KURIR 5.000 BUTIR EKSTASI DAN 100 GRAM SABU DIADILI FAISAL KEMALPASHA AKU TERIMA UPAH Rp 50 JUTA DARI JARINGAN MAS DOLAH

Foto: Terdakwa Faisal Kemalpasha Amin peredaran 5000 butir ekstasi dan 100 gram sabu jaringan bandar mas dolah di ruang Sari 2 PN Surabaya Senin (18/5/2026)

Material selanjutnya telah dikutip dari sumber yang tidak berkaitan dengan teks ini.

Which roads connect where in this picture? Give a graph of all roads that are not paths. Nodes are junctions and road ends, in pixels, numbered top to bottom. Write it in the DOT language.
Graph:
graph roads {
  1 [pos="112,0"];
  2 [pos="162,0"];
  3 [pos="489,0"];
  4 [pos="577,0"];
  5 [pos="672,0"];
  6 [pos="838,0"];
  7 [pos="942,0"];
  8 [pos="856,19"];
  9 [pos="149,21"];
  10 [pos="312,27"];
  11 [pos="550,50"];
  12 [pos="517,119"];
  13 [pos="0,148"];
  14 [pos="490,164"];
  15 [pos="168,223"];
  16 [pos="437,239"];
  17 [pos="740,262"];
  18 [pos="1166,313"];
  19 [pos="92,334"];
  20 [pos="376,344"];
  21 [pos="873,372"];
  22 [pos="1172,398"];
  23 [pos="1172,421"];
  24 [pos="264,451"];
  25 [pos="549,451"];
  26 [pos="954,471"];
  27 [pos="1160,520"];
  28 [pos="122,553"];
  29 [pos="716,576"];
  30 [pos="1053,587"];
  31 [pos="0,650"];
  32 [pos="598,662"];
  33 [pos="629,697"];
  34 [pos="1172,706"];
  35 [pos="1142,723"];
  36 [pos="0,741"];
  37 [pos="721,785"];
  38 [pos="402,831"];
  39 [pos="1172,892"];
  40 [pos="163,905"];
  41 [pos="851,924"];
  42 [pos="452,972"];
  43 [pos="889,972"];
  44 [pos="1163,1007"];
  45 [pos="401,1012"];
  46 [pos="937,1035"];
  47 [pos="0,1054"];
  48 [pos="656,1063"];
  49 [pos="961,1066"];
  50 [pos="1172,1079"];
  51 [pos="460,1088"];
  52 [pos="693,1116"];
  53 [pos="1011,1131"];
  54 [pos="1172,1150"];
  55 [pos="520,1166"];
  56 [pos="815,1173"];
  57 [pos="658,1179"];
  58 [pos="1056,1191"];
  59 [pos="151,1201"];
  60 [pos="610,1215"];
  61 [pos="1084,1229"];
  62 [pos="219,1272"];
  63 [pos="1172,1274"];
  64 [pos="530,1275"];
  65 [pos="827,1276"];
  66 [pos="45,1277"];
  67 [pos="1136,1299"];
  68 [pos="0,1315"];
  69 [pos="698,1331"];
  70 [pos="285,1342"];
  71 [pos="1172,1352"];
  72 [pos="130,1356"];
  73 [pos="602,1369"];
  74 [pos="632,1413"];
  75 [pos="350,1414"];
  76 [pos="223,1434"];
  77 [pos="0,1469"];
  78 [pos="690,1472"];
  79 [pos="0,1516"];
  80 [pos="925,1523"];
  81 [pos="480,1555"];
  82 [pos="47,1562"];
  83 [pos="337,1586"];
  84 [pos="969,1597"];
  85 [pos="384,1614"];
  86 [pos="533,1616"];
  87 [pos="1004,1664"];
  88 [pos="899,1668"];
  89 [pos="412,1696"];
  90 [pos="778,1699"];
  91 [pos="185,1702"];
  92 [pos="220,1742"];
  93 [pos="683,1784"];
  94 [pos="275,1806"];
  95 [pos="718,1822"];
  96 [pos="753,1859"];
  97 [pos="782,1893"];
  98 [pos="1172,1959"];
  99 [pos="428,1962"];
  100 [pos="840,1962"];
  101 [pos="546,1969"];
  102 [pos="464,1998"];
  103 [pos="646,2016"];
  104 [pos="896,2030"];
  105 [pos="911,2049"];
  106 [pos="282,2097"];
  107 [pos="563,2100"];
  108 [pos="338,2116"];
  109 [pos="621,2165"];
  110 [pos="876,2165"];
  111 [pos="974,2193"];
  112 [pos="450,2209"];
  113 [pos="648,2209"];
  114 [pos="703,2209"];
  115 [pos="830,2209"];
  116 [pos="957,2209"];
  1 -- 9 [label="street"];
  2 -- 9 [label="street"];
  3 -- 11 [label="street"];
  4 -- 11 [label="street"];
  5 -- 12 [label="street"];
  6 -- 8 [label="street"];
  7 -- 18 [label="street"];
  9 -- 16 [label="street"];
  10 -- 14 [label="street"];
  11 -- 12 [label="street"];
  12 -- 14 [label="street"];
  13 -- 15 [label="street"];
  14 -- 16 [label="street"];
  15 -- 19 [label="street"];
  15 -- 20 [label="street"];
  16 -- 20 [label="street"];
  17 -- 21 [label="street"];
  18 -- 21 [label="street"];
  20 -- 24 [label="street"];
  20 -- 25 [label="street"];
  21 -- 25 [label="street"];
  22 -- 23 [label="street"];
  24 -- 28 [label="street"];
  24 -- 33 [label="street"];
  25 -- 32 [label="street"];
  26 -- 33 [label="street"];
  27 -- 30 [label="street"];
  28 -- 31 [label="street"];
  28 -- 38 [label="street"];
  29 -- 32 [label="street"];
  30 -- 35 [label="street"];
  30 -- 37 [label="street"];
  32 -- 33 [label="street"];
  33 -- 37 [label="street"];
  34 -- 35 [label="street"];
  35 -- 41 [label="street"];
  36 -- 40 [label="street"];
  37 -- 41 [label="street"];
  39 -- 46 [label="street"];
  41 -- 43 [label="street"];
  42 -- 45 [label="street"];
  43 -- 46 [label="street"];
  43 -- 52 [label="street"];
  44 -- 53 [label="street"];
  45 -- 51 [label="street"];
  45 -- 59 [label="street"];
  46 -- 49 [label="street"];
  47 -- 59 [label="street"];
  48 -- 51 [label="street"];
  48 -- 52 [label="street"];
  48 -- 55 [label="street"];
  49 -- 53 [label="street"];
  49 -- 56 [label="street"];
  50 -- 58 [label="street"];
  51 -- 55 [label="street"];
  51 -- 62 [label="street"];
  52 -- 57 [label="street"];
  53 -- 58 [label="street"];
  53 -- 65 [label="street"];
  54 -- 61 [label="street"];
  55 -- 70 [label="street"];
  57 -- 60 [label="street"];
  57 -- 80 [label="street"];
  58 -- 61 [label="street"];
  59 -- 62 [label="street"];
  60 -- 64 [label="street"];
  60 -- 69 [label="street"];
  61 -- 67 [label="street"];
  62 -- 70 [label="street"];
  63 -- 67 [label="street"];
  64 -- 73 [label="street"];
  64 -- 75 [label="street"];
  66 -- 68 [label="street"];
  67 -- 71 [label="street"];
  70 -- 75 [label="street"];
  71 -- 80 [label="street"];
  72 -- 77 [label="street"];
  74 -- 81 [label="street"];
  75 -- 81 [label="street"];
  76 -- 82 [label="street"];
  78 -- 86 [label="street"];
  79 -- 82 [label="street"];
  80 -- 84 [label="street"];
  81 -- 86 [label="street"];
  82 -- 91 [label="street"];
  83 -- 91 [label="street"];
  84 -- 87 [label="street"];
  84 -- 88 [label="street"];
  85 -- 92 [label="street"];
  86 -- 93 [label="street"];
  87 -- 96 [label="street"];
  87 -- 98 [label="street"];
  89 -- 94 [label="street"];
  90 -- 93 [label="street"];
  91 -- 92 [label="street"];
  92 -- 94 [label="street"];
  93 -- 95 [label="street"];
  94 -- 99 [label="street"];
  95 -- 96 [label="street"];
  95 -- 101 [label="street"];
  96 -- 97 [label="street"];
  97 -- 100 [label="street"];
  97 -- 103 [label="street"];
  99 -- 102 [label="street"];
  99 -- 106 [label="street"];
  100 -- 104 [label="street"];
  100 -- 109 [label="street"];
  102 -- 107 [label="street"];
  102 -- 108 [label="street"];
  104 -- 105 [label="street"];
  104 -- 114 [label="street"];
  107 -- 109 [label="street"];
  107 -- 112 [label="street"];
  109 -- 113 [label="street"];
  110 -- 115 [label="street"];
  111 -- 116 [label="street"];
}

SURABAYA – Sidang perkara peredaran narkotika dengan terdakwa Faisal Kemalpasha Amin bin M. Amin digelar di ruang Sari 2 Pengadilan Negeri Surabaya, Senin (18/5/2026). Dalam dakwaannya, Jaksa Penuntut Umum Siska Christina dari Kejari Surabaya menyebut terdakwa terlibat peredaran 5.000 butir ekstasi dan 100 gram sabu jaringan bandar bernama “Mas Dolah”.

 

JPU mendakwa Faisal melanggar Pasal 114 ayat (2) UU Nomor 35 Tahun 2009 tentang Narkotika jo UU Nomor 1 Tahun 2026 tentang Penyesuaian Pidana, terkait perbuatan menawarkan, menjual, menjadi perantara dan menyerahkan narkotika golongan I dalam jumlah besar.

 

Terungkap, awalnya terdakwa dihubungi Mas Dolah (DPO) untuk mengambil 5.000 butir pil ekstasi di kawasan Medaeng, Waru, Sidoarjo. Terdakwa dijanjikan upah Rp50 juta apabila seluruh pil ekstasi berhasil diedarkan melalui sistem ranjau.

 

Pada 20 Januari 2026 sekitar pukul 05.00 WIB, terdakwa menemui Jokowi (DPO) di warung kopi dekat SPBU Medaeng, Jalan Letjen Sutoyo Bungurasih. Di lokasi itu, terdakwa menerima tas hijau bertuliskan Indomaret berisi 5.000 butir pil ekstasi, lalu membawa barang haram tersebut ke kamar kosnya di Jalan Kedurus Sawah Gede Gang 5 Surabaya.

 

Atas perintah Mas Dolah, terdakwa kemudian beberapa kali melakukan ranjau ekstasi di sejumlah titik Surabaya, di antaranya kawasan Karang Pilang, Gunungsari Indah dan Wiyung dengan total ribuan pil siap edar.

 

Tak hanya ekstasi, pada Februari 2026 terdakwa kembali diperintah mengambil sabu seberat 100 gram yang diranjau di dekat Hotel Citi Hub Jalan Raya Arjuna Surabaya. Dari pekerjaan itu terdakwa dijanjikan upah Rp 25 juta.

 

Sabu tersebut selanjutnya diedarkan melalui sistem ranjau di sejumlah lokasi, seperti kawasan Kebraon, Sepanjang Sidoarjo, Taman Krian hingga sekitar Universitas Mahardhika Surabaya.

 

Dalam persidangan terungkap terdakwa baru menerima upah Rp 5 juta yang ditransfer ke rekening BCA miliknya oleh Mas Dolah.

 

Kasus ini terbongkar setelah anggota Polrestabes Surabaya menangkap Faisal di kamar kosnya pada 2 Februari 2026 sekitar pukul 22.00 WIB. Polisi menemukan ratusan pil ekstasi logo “TMT”, sabu seberat 3,636 gram, timbangan elektrik, plastik klip, buku catatan penjualan, serta dua unit handphone.

 

Hasil pemeriksaan Laboratorium Forensik Polri Cabang Surabaya memastikan barang bukti berupa kristal putih mengandung metamfetamina, sedangkan pil warna oranye logo “TMT” positif mengandung MDMA atau ekstasi yang termasuk narkotika golongan I. Sidang akan dilanjutkan Senin (25/5/2026) dengan agenda pemeriksaan lanjutan pembuktian dari jaksa penuntut umum.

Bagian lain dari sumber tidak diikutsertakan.